The present invention will be apparent to those skilled in the art by reading the following description of preferred embodiments thereof, with reference to the attached drawings, wherein:
With reference to the drawings and in particular to
At least one gas transportation/distribution section 20 is arranged in the transportation/distribution platform 10 at one side thereof that is close to a railway 200 to allow at least one liquefied natural gas transportation train 300 to stop on the railway 200 to load/unload and transport liquefied natural gas 400. Liquefied natural gas 400 can be methane (CH4), propane, or butane in liquid form. The liquefied natural gas transportation train 300 drives a plurality of liquefied natural gas flat/tank cars 310. Each of the liquefied natural gas flat/tank cars 310 carries and transports around 25-50 tons of liquefied natural gas 400 for loading/unloading liquefied natural gas 400 at each of multiple stations. The gas transportation/distribution section 20 comprises a liquefied natural gas pump 21 and a liquefied natural gas leak sensor 22. The liquefied natural gas pump 21 is connectable via an in-feed pipeline 211 to at least one of the liquefied natural gas flat/tank cars 310 of the liquefied natural gas transportation train 300 to unload and/or feed liquefied natural gas 400. The liquefied natural gas leak sensor 22 is connected to the in-feed pipeline 211 to detect leaking of liquefied natural gas 400 during unloading/feeding from/into the liquefied natural gas flat/tank cars 310 of the liquefied natural gas transportation train 300 and to issue and give off a leak detection signal.

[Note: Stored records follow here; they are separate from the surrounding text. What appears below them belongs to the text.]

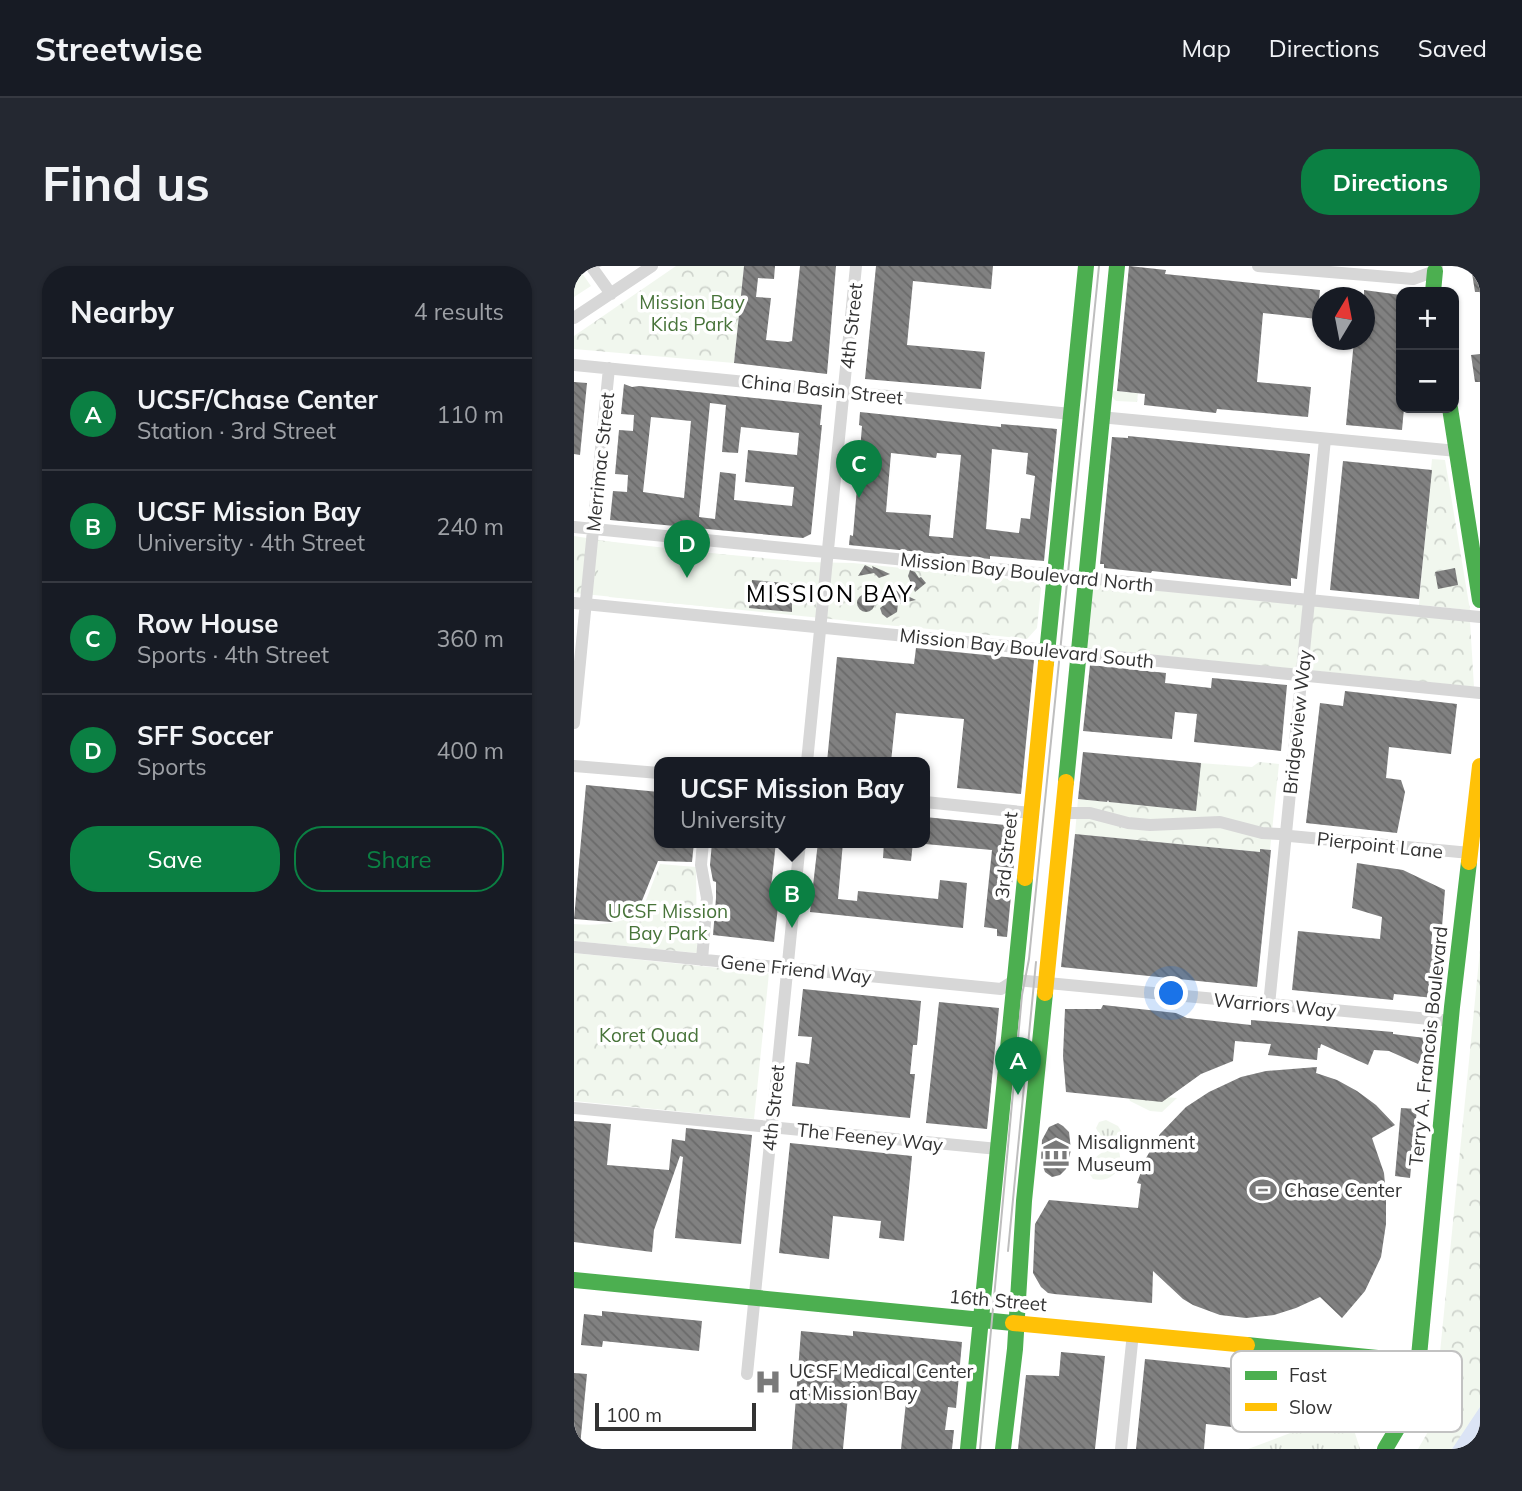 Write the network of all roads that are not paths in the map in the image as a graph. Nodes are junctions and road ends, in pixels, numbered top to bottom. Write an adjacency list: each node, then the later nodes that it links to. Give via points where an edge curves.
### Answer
1 (591, 266): 9 (street)
2 (652, 266): 9 (street)
3 (856, 266): 13 (street, 4th Street)
4 (1086, 266): 15 (main road, 3rd Street)
5 (1117, 266): 16 (main road)
6 (1258, 266): 7 (street, via 1413,279)
7 (1436, 269): 8 (main road)
8 (1434, 287)
9 (611, 295): 10 (street)
10 (574, 318)
11 (574, 365): 12 (street, China Basin Street)
12 (609, 368): 13 (street, China Basin Street); 20 (street, Merrimac Street)
13 (844, 392): 15 (street, China Basin Street); 21 (street, 4th Street)
14 (1451, 413): 18 (main road)
15 (1071, 414): 22 (main road, 3rd Street)
16 (1100, 417): 17 (street); 23 (main road)
17 (1325, 439): 18 (street); 24 (street, Bridgeview Way)
18 (1457, 451): 25 (main road)
19 (574, 527): 20 (street, Mission Bay Boulevard North)
20 (593, 529): 21 (street, Mission Bay Boulevard North); 26 (street, Merrimac Street)
21 (828, 552): 22 (street, Mission Bay Boulevard North); 28 (street, 4th Street)
22 (1055, 575): 23 (street, Mission Bay Boulevard North); 29 (main road, 3rd Street)
23 (1086, 578): 24 (street, Mission Bay Boulevard North); 30 (main road)
24 (1309, 600): 27 (street, Mission Bay Boulevard North); 31 (street, Bridgeview Way)
25 (1480, 600)
26 (580, 603): 28 (street, Mission Bay Boulevard South); 33 (street, Merrimac Street)
27 (1480, 617)
28 (821, 627): 29 (street, Mission Bay Boulevard South); 34 (street, 4th Street)
29 (1048, 650): 30 (street, Mission Bay Boulevard South); 39 (main road, 3rd Street)
30 (1079, 653): 31 (street, Mission Bay Boulevard South); 40 (main road)
31 (1302, 675): 32 (street, Mission Bay Boulevard South); 49 (street, Bridgeview Way)
32 (1480, 693)
33 (574, 723)
34 (808, 757)
35 (574, 766): 37 (street)
36 (1480, 766): 43 (main road, Terry A. Francois Boulevard)
37 (654, 773)
38 (930, 803): 39 (street)
39 (1031, 813): 47 (main road, 3rd Street)
40 (1063, 813): 43 (street, Pierpoint Lane, via 1090,813 1150,825 1220,822 1262,833); 48 (main road)
41 (703, 848): 45 (street, via 707,898)
42 (799, 848): 46 (street, 4th Street)
43 (1470, 853): 50 (main road, Terry A. Francois Boulevard)
44 (574, 947): 45 (street, Gene Friend Way)
45 (702, 960): 46 (street, Gene Friend Way)
46 (787, 968): 47 (street, Gene Friend Way, via 1001,989); 52 (street, 4th Street)
47 (1015, 980): 48 (street, Warriors Way); 53 (main road, 3rd Street)
48 (1046, 983): 49 (street, Warriors Way); 57 (main road)
49 (1269, 1005): 50 (street, Warriors Way)
50 (1451, 1021): 60 (main road, Terry A. Francois Boulevard)
51 (574, 1108): 52 (street, The Feeney Way)
52 (771, 1127): 53 (street, The Feeney Way); 55 (street, 4th Street)
53 (998, 1149): 56 (main road, 3rd Street)
54 (574, 1280): 55 (main road, 16th Street)
55 (755, 1298): 56 (main road, 16th Street); 61 (street, 4th Street)
56 (981, 1320): 57 (main road, 16th Street); 63 (main road, 3rd Street)
57 (1016, 1324): 58 (main road, 16th Street); 64 (main road)
58 (1133, 1333): 59 (main road, 16th Street); 65 (street)
59 (1310, 1351)
60 (1419, 1351)
61 (747, 1374)
62 (1395, 1432): 66 (main road, Terry A. Francois Boulevard)
63 (968, 1449)
64 (1003, 1449)
65 (1121, 1449)
66 (1385, 1449)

At least one vaporization treatment section 30 is arranged on the transportation/distribution platform 10 and is connected to the liquefied natural gas pump 21 of the gas transportation/distribution section 10 to receive liquefied natural gas 400. The vaporization treatment section 30 comprises at least one fuel cell module 31 and at least one heat exchange tank 32. The fuel cell module comprises at least one byproduct outlet 311, 312, a fuel inlet 313, and an electrical power output terminal 314. The byproduct outlet 311 outputs a byproduct of thermal energy 500 in the form of a hot gas. The byproduct outlet 312 outputs a byproduct of water 600. The electrical power output terminal 314 outputs electrical power 700 produced through power generation of the fuel cell module, wherein the electrical power 700 can be in the form of an alternating current. The fuel cell module 31 is not limited to any specific form and type and in the present invention, a solid oxide fuel cell module of model BlueGen available from an Australian company, Ceramic Fuel Cells Limited (CFCL), is used as an example, wherein the fuel inlet 313 receives a fuel of methane as an example of liquefied natural gas 400. During a process of power generation of the fuel cell module 31, the byproduct outlet 311 outputs thermal energy 500 that can be as high as 0.35-0.42 kilowatts (or 360 kilocalorie/kilowatt hour). The byproduct outlet 312 outputs water 600 that can be at least 300 gram/kilowatt hour). The electrical power output terminal 314 outputs electrical power 700 that is in the form of an alternating current of 110/220V, 60 Hz and has a fuel-electricity conversion rate as high as 60%. In other words, a supply of a cubic meter (m3) fuel of natural gas would allow the electrical power output terminal 314 to supply 6 kilowatt hours of electrical power 700, plus the thermal energy 500 supplied from the byproduct outlet 311 and the water 600 supplied from the byproduct outlet 312 that exhibit a byproduct conversion rate of around 25%, making the overall energy conversion rate of the fuel cell module 31 as high as around 85%.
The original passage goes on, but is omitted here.